TASK TO COMPLETE |
Could you set down all of the data again, exactly as it stands?

(Stored data entries)
★ ★ ★ ★

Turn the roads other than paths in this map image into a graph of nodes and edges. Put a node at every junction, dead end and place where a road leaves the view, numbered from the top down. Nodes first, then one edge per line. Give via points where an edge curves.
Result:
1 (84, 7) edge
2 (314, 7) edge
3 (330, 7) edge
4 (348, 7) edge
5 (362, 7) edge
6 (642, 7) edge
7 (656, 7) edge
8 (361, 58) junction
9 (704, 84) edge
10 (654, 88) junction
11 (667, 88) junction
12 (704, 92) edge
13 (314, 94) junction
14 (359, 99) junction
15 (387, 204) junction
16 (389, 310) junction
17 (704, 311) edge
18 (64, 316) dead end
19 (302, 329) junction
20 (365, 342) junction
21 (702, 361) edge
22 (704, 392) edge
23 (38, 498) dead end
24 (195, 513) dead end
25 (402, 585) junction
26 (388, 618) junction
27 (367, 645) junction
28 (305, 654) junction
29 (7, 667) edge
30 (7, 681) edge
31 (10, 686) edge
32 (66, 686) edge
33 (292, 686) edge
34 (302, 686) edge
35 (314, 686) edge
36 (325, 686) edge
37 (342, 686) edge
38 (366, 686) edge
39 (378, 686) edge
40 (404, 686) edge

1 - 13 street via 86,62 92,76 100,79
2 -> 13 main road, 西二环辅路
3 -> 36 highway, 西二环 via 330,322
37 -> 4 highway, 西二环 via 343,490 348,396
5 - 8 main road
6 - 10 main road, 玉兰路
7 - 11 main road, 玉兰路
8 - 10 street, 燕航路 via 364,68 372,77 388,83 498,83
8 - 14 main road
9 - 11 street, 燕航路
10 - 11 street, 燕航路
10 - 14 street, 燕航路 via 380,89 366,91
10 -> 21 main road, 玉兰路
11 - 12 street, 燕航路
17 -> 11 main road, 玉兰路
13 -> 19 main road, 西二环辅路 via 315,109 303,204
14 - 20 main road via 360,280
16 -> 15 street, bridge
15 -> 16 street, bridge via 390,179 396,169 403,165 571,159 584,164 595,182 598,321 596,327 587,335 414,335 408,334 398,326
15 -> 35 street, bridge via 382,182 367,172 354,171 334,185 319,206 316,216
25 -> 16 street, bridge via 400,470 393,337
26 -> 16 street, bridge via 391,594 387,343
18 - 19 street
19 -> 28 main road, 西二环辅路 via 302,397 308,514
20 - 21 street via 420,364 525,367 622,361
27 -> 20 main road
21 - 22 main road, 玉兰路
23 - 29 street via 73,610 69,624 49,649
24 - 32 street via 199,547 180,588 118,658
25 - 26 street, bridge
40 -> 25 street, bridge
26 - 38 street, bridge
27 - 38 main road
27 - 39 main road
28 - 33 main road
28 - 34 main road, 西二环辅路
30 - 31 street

★ ★ ★ ★

WRITTEN ANSWER |
Turn the roads other than paths in this map image into a graph of nodes and edges. Put a node at every junction, dead end and place where a road leaves the view, numbered from the top down. Nodes first, then one edge per line. Give via points where an edge curves.
Result:
1 (84, 7) edge
2 (314, 7) edge
3 (330, 7) edge
4 (348, 7) edge
5 (362, 7) edge
6 (642, 7) edge
7 (656, 7) edge
8 (361, 58) junction
9 (704, 84) edge
10 (654, 88) junction
11 (667, 88) junction
12 (704, 92) edge
13 (314, 94) junction
14 (359, 99) junction
15 (387, 204) junction
16 (389, 310) junction
17 (704, 311) edge
18 (64, 316) dead end
19 (302, 329) junction
20 (365, 342) junction
21 (702, 361) edge
22 (704, 392) edge
23 (38, 498) dead end
24 (195, 513) dead end
25 (402, 585) junction
26 (388, 618) junction
27 (367, 645) junction
28 (305, 654) junction
29 (7, 667) edge
30 (7, 681) edge
31 (10, 686) edge
32 (66, 686) edge
33 (292, 686) edge
34 (302, 686) edge
35 (314, 686) edge
36 (325, 686) edge
37 (342, 686) edge
38 (366, 686) edge
39 (378, 686) edge
40 (404, 686) edge

1 - 13 street via 86,62 92,76 100,79
2 -> 13 main road, 西二环辅路
3 -> 36 highway, 西二环 via 330,322
37 -> 4 highway, 西二环 via 343,490 348,396
5 - 8 main road
6 - 10 main road, 玉兰路
7 - 11 main road, 玉兰路
8 - 10 street, 燕航路 via 364,68 372,77 388,83 498,83
8 - 14 main road
9 - 11 street, 燕航路
10 - 11 street, 燕航路
10 - 14 street, 燕航路 via 380,89 366,91
10 -> 21 main road, 玉兰路
11 - 12 street, 燕航路
17 -> 11 main road, 玉兰路
13 -> 19 main road, 西二环辅路 via 315,109 303,204
14 - 20 main road via 360,280
16 -> 15 street, bridge
15 -> 16 street, bridge via 390,179 396,169 403,165 571,159 584,164 595,182 598,321 596,327 587,335 414,335 408,334 398,326
15 -> 35 street, bridge via 382,182 367,172 354,171 334,185 319,206 316,216
25 -> 16 street, bridge via 400,470 393,337
26 -> 16 street, bridge via 391,594 387,343
18 - 19 street
19 -> 28 main road, 西二环辅路 via 302,397 308,514
20 - 21 street via 420,364 525,367 622,361
27 -> 20 main road
21 - 22 main road, 玉兰路
23 - 29 street via 73,610 69,624 49,649
24 - 32 street via 199,547 180,588 118,658
25 - 26 street, bridge
40 -> 25 street, bridge
26 - 38 street, bridge
27 - 38 main road
27 - 39 main road
28 - 33 main road
28 - 34 main road, 西二环辅路
30 - 31 street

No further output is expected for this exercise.